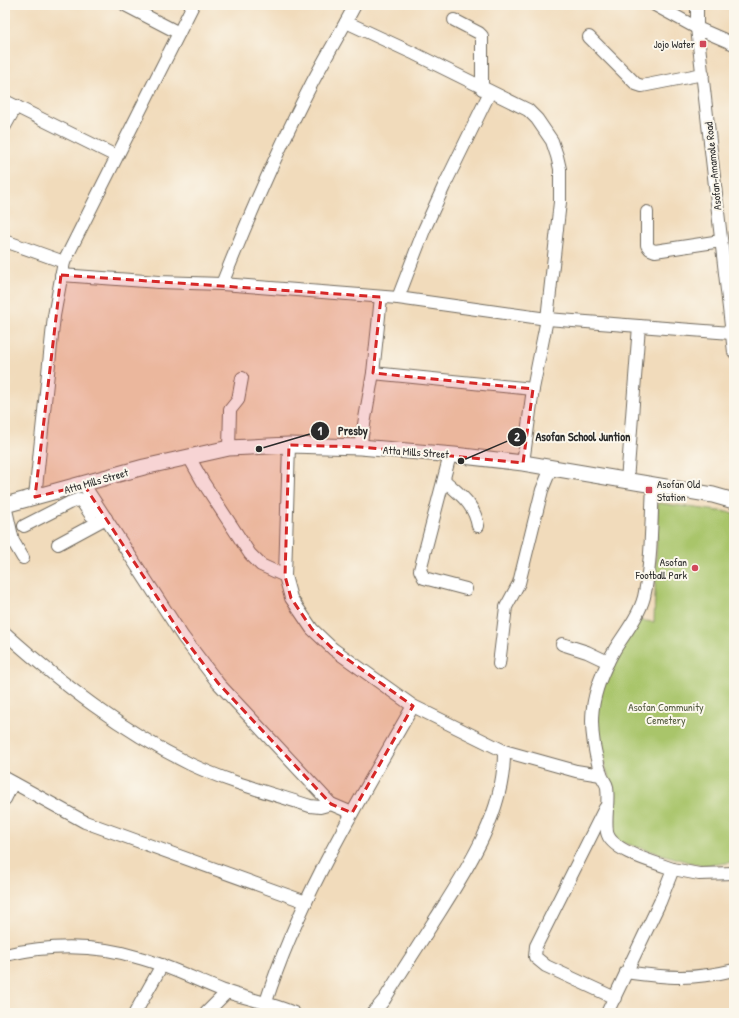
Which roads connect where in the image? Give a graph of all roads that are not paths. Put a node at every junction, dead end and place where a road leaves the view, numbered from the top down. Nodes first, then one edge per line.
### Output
1 (125, 5) edge
2 (193, 5) edge
3 (355, 5) edge
4 (655, 5) edge
5 (697, 5) edge
6 (454, 20) dead end
7 (346, 22) junction
8 (697, 28) junction
9 (179, 34) junction
10 (589, 37) dead end
11 (734, 44) edge
12 (703, 74) junction
13 (486, 90) junction
14 (10, 104) edge
15 (5, 126) edge
16 (116, 156) junction
17 (647, 212) dead end
18 (5, 241) edge
19 (721, 241) junction
20 (64, 262) junction
21 (61, 275) junction
22 (222, 284) junction
23 (381, 297) junction
24 (398, 298) junction
25 (547, 319) junction
26 (639, 326) junction
27 (731, 333) junction
28 (734, 352) edge
29 (372, 373) junction
30 (242, 378) dead end
31 (533, 389) junction
32 (289, 445) junction
33 (229, 448) junction
34 (360, 448) junction
35 (450, 455) junction
36 (189, 457) junction
37 (523, 463) junction
38 (551, 468) junction
39 (444, 480) junction
40 (627, 481) junction
41 (84, 485) junction
42 (653, 485) junction
43 (66, 496) junction
44 (33, 498) junction
45 (734, 501) edge
46 (5, 505) edge
47 (91, 515) dead end
48 (39, 517) junction
49 (106, 518) junction
50 (24, 526) dead end
51 (478, 526) dead end
52 (58, 544) dead end
53 (23, 558) dead end
54 (285, 576) junction
55 (466, 589) dead end
56 (5, 633) edge
57 (562, 644) dead end
58 (608, 662) junction
59 (500, 664) dead end
60 (413, 706) junction
61 (504, 751) junction
62 (601, 775) junction
63 (9, 781) edge
64 (5, 799) edge
65 (331, 804) junction
66 (606, 806) junction
67 (352, 813) junction
68 (673, 869) junction
69 (734, 873) edge
70 (306, 902) junction
71 (5, 955) edge
72 (162, 966) junction
73 (734, 970) edge
74 (626, 972) junction
75 (227, 992) junction
76 (615, 998) junction
77 (266, 1002) junction
78 (135, 1013) edge
79 (206, 1013) edge
80 (294, 1013) edge
81 (373, 1013) edge
82 (607, 1013) edge

1 - 9 street
2 - 9 street
3 - 7 street
4 - 8 street
5 - 8 street, Asofan-Amamole Road
6 - 13 street
7 - 13 street
7 - 22 street
8 - 11 street
8 - 12 street, Asofan-Amamole Road
9 - 16 street
10 - 12 street
12 - 19 street, Asofan-Amamole Road
13 - 24 street
13 - 25 street
14 - 15 street
14 - 16 street
16 - 20 street
17 - 19 street
18 - 20 street
19 - 27 street, Asofan-Amamole Road
20 - 21 street
21 - 22 street
21 - 44 street
22 - 23 street
23 - 24 street
23 - 29 street
24 - 25 street
25 - 26 street
25 - 31 street
26 - 27 street
26 - 40 street
27 - 28 street, Asofan-Amamole Road
29 - 31 street
29 - 34 street
30 - 33 street
31 - 37 street
32 - 33 main road, Atta Mills Street
32 - 34 main road, Atta Mills Street
32 - 54 street
33 - 36 main road, Atta Mills Street
34 - 35 main road, Atta Mills Street
35 - 37 main road, Atta Mills Street
35 - 39 street
36 - 41 main road, Atta Mills Street
36 - 54 street
37 - 38 main road, Atta Mills Street
38 - 40 main road, Atta Mills Street
38 - 59 street
39 - 51 street
39 - 55 street
40 - 42 main road, Atta Mills Street
41 - 43 main road, Atta Mills Street
41 - 49 street
42 - 45 main road, Atta Mills Street
42 - 58 street
43 - 44 main road, Atta Mills Street
43 - 47 street
43 - 48 street
44 - 46 main road, Atta Mills Street
44 - 48 street
46 - 53 street
48 - 50 street
49 - 52 street
49 - 65 street
54 - 60 street
56 - 65 street
57 - 58 street
58 - 62 street
60 - 61 street
60 - 67 street
61 - 62 street
61 - 81 street
62 - 66 street
63 - 64 street
63 - 70 street
65 - 67 street
66 - 68 street
66 - 76 street
67 - 70 street
68 - 69 street
68 - 74 street
70 - 77 street
71 - 72 street
72 - 75 street
72 - 78 street
73 - 74 street
74 - 76 street
75 - 77 street
75 - 79 street
76 - 82 street
77 - 80 street

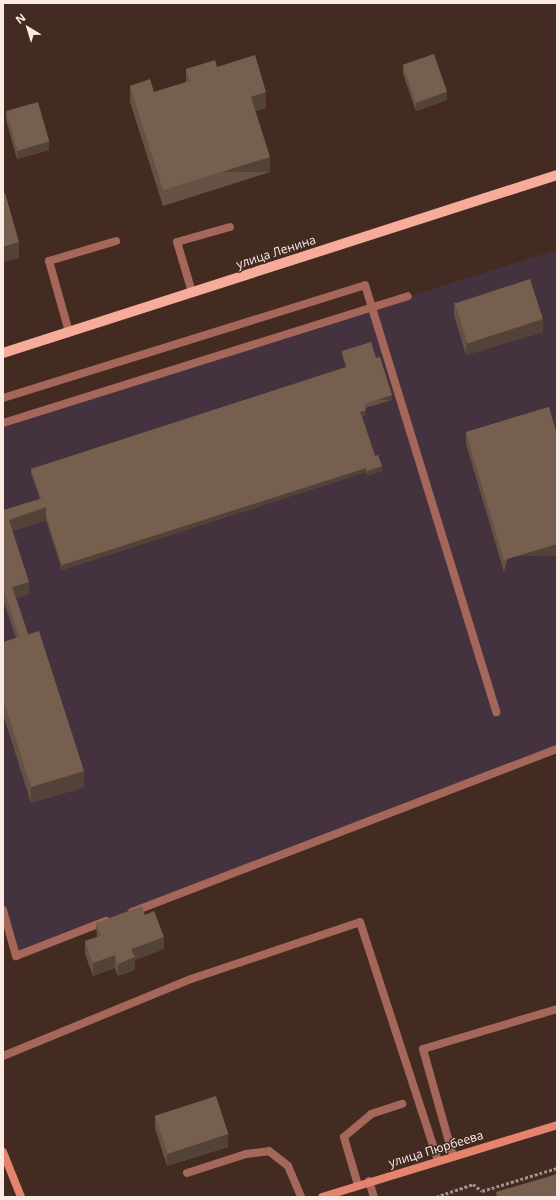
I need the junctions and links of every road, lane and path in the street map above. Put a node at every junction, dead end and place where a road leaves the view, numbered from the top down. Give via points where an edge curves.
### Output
1 (557, 175) edge
2 (230, 227) dead end
3 (116, 240) dead end
4 (192, 292) junction
5 (408, 296) dead end
6 (371, 307) junction
7 (69, 332) junction
8 (3, 352) edge
9 (3, 398) edge
10 (3, 423) edge
11 (496, 712) dead end
12 (557, 749) edge
13 (3, 910) edge
14 (557, 1009) edge
15 (3, 1056) edge
16 (402, 1104) dead end
17 (557, 1125) edge
18 (3, 1152) edge
19 (453, 1156) junction
20 (438, 1160) junction
21 (557, 1168) edge
22 (187, 1173) dead end
23 (369, 1181) junction
24 (358, 1185) junction
25 (21, 1197) edge
26 (302, 1197) edge
27 (322, 1197) edge
28 (374, 1197) edge
29 (436, 1197) edge

1 - 4 main road, улица Ленина
2 - 4 lane via 177,242
3 - 7 lane via 49,261
4 - 7 main road, улица Ленина
5 - 6 lane
6 - 9 lane via 365,284
6 - 10 lane
6 - 11 lane
7 - 8 main road, улица Ленина
12 - 13 lane via 16,956
14 - 19 lane via 423,1049
15 - 20 lane via 191,979 360,922
16 - 24 lane via 371,1114 344,1137
17 - 19 main road, улица Пюрбеева
18 - 25 main road
19 - 20 main road, улица Пюрбеева
20 - 23 main road, улица Пюрбеева
21 - 29 path via 482,1191 472,1184
22 - 26 lane via 246,1154 268,1151 288,1166
23 - 24 main road, улица Пюрбеева
23 - 28 lane
24 - 27 main road, улица Пюрбеева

# # # #

▶ WHAT IS NEEDED
Only a number should be returned: the count of lines above that include "view".

▶ EXERCISE SOLUTION
2